In [49]:
import numpy as np
import pandas as pd
import torch

In [65]:
target = {0:'sad', 1:'joy', 2:'love', 3:'anger', 4:'fear', 5:'surprise'}

In [51]:
df = pd.read_parquet('twitter_data.parquet')
df.sample(10)

Unnamed: 0,text,label
124913,i feel embarrassed handing them money that and...,0
35353,ive been feeling a desire to be alone for quit...,0
289073,im just in one of those moods where im feeling...,3
397894,i feel almost rude to celebrate in front of you,3
268927,i feel like the people who really need to get ...,0
19371,i just feel so fucking furious with myself,3
304774,i wouldnt feel any disgrace about it but why s...,3
362631,i feel happy at work when i dont have to think...,1
378040,i feel extremely bad,0
12314,i can just lie there and feel like im supporti...,2


In [52]:
import nltk
from nltk.corpus import stopwords
from nltk.tokenize import word_tokenize
from nltk.stem import WordNetLemmatizer

nltk.download('stopwords')
nltk.download('punkt')
nltk.download('wordnet')

stops =stopwords.words('english')
lemmatizer = WordNetLemmatizer()

def preprocessText(text):
  tokens = word_tokenize(text.lower())
  tokens = [lemmatizer.lemmatize(token) for token in tokens if token.isalpha() and token not in stops]
  return ' '.join(tokens)

df['text'] = df['text'].apply(preprocessText)
df.sample(10)

[nltk_data] Downloading package stopwords to
[nltk_data]     C:\Users\Devve\AppData\Roaming\nltk_data...
[nltk_data]   Package stopwords is already up-to-date!
[nltk_data] Downloading package punkt to
[nltk_data]     C:\Users\Devve\AppData\Roaming\nltk_data...
[nltk_data]   Package punkt is already up-to-date!
[nltk_data] Downloading package wordnet to
[nltk_data]     C:\Users\Devve\AppData\Roaming\nltk_data...
[nltk_data]   Package wordnet is already up-to-date!


Unnamed: 0,text,label
73337,done something point stay closed guard feel li...,2
252981,smiled timidly feeling pained guilt chest dece...,0
322054,feel like perfect time ask whether anyone knew...,1
302226,almost feel petty mentioning,3
84960,excited continue personal learning skill learn...,1
265937,wore feel cute wore feel cute href http www,1
341191,feel distraught worried panicked sick scared sad,4
137826,could actually feel curious effect system also...,5
34556,cant help feeling perhaps could friendly phone,1
21945,ill eat im done huge box spring mix hopefully ...,1


In [53]:
from sklearn.feature_extraction.text import TfidfVectorizer

vectorizer = TfidfVectorizer(max_features=5000)
vectorizer.fit(df['text'])

In [54]:
from torch.utils.data import Dataset, DataLoader

class TextDataset(Dataset):
  def __init__(self, text_data, labels, vectorizer):
    self.text_data = text_data
    self.labels = labels
    self.vectorizer = vectorizer

  def __len__(self):
    return len(self.text_data)

  def __getitem__(self, index):
    text_vector = self.vectorizer.transform([self.text_data[index]]).toarray()[0]
    label = self.labels[index]
    return torch.tensor(text_vector,dtype=torch.float32), torch.tensor(label,dtype=torch.long)

In [55]:
labels = df['label'].values
text_data = df['text'].values


In [56]:
from sklearn.model_selection import train_test_split

# First, split off the test set
X_train, X_temp, y_train, y_temp = train_test_split(text_data, labels, test_size=0.3, random_state=42)

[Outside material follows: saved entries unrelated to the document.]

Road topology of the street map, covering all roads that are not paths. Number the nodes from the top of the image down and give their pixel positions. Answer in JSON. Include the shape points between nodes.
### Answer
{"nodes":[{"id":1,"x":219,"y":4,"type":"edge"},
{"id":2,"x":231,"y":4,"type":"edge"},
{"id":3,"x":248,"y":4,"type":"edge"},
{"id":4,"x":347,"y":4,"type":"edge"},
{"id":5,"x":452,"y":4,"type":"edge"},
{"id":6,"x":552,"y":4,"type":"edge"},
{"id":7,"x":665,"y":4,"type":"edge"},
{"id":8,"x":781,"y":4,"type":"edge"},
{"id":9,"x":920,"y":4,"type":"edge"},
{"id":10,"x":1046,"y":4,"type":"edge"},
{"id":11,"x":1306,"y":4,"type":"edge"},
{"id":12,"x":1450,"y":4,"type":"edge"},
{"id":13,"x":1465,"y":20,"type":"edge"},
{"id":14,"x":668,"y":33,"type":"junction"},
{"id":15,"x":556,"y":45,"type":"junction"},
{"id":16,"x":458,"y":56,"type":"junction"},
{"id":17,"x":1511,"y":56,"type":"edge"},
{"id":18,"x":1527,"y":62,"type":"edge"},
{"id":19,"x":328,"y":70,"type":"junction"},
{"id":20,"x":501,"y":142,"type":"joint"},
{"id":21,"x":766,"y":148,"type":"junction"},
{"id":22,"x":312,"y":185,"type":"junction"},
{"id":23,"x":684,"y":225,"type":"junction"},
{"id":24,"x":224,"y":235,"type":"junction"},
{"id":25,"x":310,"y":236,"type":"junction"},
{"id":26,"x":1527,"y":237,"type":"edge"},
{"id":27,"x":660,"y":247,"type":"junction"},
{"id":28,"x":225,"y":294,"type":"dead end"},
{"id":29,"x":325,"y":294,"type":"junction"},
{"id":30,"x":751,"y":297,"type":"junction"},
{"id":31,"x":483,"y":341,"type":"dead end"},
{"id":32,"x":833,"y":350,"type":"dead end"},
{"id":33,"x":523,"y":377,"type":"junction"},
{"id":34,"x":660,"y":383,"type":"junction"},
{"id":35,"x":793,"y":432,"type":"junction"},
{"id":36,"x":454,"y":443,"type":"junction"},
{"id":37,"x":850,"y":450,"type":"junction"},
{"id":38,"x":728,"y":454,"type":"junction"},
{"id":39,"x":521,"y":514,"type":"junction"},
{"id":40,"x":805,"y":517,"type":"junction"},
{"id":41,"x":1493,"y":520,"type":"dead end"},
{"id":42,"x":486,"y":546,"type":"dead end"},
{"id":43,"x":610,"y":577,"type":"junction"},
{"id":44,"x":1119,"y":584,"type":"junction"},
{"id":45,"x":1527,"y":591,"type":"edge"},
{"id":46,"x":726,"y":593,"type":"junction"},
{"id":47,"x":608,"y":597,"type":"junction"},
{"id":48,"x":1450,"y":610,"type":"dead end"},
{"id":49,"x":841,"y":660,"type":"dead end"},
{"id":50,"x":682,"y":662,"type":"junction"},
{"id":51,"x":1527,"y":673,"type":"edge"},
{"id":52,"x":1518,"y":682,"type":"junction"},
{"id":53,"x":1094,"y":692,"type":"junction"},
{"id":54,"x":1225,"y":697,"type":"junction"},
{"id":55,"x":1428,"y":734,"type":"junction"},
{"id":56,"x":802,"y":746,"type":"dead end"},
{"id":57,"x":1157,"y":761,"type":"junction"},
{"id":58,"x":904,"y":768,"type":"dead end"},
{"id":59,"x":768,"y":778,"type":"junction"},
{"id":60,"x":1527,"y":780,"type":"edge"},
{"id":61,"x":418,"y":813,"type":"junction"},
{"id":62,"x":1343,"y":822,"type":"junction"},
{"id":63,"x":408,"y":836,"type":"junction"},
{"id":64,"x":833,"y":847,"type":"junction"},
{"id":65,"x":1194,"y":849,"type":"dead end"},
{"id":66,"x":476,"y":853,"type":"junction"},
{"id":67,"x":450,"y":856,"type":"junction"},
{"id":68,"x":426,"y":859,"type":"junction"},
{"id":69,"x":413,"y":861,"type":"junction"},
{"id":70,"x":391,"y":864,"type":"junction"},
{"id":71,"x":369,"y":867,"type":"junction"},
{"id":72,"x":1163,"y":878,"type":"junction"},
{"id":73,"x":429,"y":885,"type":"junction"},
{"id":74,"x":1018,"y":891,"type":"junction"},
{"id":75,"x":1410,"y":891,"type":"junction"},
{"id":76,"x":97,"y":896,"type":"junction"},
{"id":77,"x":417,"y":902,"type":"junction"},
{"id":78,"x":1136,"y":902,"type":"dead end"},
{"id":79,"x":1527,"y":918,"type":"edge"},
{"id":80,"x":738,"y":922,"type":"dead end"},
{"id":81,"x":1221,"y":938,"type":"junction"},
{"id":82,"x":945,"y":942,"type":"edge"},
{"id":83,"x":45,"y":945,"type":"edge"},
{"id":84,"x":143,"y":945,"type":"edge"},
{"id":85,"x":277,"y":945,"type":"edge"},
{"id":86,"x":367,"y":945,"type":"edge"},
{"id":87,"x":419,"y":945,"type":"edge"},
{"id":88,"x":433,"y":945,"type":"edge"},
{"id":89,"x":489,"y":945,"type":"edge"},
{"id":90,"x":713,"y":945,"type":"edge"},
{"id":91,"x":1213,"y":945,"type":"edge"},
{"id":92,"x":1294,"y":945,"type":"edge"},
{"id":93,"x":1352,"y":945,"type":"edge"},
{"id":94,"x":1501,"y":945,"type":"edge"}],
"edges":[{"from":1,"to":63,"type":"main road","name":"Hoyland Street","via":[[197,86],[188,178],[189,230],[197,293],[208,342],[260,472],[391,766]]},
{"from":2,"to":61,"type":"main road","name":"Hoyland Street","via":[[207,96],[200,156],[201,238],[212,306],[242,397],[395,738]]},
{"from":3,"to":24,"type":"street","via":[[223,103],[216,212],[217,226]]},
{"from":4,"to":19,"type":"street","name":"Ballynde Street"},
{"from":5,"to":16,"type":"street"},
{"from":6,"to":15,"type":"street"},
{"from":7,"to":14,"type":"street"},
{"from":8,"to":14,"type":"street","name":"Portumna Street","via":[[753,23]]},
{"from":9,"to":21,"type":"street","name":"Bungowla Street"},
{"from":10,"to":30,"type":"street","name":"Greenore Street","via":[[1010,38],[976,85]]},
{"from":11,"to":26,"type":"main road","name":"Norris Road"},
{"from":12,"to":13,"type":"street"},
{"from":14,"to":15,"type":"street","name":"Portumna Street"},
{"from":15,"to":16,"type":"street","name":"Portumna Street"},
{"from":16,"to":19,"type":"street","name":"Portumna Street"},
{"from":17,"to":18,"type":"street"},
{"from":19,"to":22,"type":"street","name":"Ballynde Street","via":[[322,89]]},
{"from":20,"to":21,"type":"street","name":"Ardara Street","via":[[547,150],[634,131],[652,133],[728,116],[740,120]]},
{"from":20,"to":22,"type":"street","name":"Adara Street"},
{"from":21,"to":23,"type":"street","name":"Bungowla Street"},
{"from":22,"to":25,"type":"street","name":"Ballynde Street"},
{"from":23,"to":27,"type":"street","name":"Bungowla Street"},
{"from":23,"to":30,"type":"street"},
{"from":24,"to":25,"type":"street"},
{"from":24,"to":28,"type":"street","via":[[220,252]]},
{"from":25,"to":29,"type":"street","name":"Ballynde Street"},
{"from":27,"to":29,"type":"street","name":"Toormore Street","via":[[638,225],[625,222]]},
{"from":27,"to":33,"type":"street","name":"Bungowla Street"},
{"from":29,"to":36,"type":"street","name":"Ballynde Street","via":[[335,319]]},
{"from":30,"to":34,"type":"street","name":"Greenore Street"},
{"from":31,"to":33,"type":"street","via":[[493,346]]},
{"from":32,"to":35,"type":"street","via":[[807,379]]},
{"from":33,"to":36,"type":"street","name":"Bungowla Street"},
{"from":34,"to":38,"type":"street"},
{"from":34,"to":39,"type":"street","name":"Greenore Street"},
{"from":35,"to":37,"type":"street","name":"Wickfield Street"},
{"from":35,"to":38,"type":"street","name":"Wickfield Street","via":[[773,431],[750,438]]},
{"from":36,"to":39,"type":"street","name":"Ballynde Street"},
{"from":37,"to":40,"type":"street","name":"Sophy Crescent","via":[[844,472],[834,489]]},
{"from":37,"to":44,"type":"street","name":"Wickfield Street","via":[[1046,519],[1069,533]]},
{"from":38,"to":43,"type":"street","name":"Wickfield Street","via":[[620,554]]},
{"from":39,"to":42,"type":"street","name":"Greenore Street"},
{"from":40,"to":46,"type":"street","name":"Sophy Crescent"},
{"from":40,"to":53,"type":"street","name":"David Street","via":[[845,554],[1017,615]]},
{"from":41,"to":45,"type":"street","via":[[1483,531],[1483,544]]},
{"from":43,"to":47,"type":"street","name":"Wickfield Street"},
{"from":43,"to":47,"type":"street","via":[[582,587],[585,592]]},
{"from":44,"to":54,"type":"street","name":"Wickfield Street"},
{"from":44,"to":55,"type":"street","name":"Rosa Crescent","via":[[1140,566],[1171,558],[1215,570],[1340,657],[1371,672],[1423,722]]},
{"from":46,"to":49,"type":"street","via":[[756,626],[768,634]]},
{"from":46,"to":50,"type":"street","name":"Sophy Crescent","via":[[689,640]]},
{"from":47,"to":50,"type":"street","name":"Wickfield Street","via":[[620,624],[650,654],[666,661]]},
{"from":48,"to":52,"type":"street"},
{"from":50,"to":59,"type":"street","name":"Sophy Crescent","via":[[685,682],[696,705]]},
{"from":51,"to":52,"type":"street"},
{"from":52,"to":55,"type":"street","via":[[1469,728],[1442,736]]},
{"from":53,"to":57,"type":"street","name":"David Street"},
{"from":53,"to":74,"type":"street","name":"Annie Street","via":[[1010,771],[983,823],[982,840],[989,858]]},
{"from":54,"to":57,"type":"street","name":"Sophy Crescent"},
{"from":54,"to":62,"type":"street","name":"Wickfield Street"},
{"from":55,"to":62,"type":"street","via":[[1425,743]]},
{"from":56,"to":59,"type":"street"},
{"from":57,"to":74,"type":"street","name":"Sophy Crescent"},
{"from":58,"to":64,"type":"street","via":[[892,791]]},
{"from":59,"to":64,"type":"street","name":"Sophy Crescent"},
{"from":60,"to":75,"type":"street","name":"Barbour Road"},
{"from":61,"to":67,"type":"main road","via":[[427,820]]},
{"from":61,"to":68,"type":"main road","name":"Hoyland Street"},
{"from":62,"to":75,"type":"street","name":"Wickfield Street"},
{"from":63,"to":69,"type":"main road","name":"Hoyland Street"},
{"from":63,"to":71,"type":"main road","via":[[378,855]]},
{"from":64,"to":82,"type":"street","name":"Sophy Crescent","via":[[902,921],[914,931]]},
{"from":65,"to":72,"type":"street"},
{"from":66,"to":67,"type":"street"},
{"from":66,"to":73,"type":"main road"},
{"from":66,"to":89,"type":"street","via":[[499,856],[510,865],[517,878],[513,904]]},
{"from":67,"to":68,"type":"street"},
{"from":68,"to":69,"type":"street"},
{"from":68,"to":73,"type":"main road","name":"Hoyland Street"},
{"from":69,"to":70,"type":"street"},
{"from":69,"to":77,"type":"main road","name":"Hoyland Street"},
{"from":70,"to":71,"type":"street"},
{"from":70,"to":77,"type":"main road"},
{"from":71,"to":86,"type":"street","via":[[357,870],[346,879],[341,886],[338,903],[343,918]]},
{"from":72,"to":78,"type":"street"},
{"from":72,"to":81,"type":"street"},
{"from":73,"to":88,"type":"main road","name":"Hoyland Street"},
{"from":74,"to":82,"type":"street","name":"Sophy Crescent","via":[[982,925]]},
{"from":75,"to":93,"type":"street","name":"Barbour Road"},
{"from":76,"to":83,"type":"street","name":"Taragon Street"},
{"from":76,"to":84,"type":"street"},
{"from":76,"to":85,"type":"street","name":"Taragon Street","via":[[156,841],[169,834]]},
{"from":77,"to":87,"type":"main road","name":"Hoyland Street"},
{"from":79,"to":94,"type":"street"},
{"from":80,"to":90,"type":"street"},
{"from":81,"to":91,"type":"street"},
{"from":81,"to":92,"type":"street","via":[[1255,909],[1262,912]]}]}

# Then, split the temporary set into validation and test sets
X_val, X_test, y_val, y_test = train_test_split(X_temp, y_temp, test_size=0.5, random_state=42)



train_dataset = TextDataset(X_train,y_train,vectorizer)
train_loader = DataLoader(train_dataset,batch_size=32,shuffle=True)

val_dataset = TextDataset(X_val,y_val,vectorizer)
val_loader = DataLoader(val_dataset,batch_size=32,shuffle=True)

In [57]:
import torch.nn as nn
import torch.optim as optim

class TextClassifier(nn.Module):
  def __init__(self,input_size):
    super(TextClassifier,self).__init__()
    self.fc1 = nn.Linear(input_size,128)
    self.relu = nn.ReLU()
    self.fc2 = nn.Linear(128,64)
    self.fc3 = nn.Linear(64,6)

  def forward(self,x):
    x = self.fc1(x)
    x = self.relu(x)
    x = self.fc2(x)
    x = self.relu(x)
    x = self.fc3(x)
    return x

In [58]:
device = "cuda" if torch.cuda.is_available() else "cpu"
print(f"Using {device}")

model = TextClassifier(5000).to(device)
criterion = nn.CrossEntropyLoss()
optimizer = optim.Adam(model.parameters(),lr=0.001)

Using cuda


In [59]:
from sklearn.metrics import accuracy_score
# Number of epochs
num_epochs = 10

# To store metrics
train_losses = []
val_losses = []
train_accuracies = []
val_accuracies = []

for epoch in range(num_epochs):
    # Training Phase
    model.train()  # Set model to training mode
    running_loss = 0.0
    all_labels = []
    all_preds = []

    for inputs, labels in train_loader:
        inputs, labels = inputs.to(device), labels.to(device)
        
        # Zero the parameter gradients
        optimizer.zero_grad()
        
        # Forward pass
        outputs = model(inputs)
        loss = criterion(outputs, labels)
        running_loss += loss.item()
        
        # Backward pass and optimize
        loss.backward()
        optimizer.step()

        # Track accuracy for training
        _, preds = torch.max(outputs, 1)  # Get predictions
        all_labels.extend(labels.cpu().numpy())
        all_preds.extend(preds.cpu().numpy())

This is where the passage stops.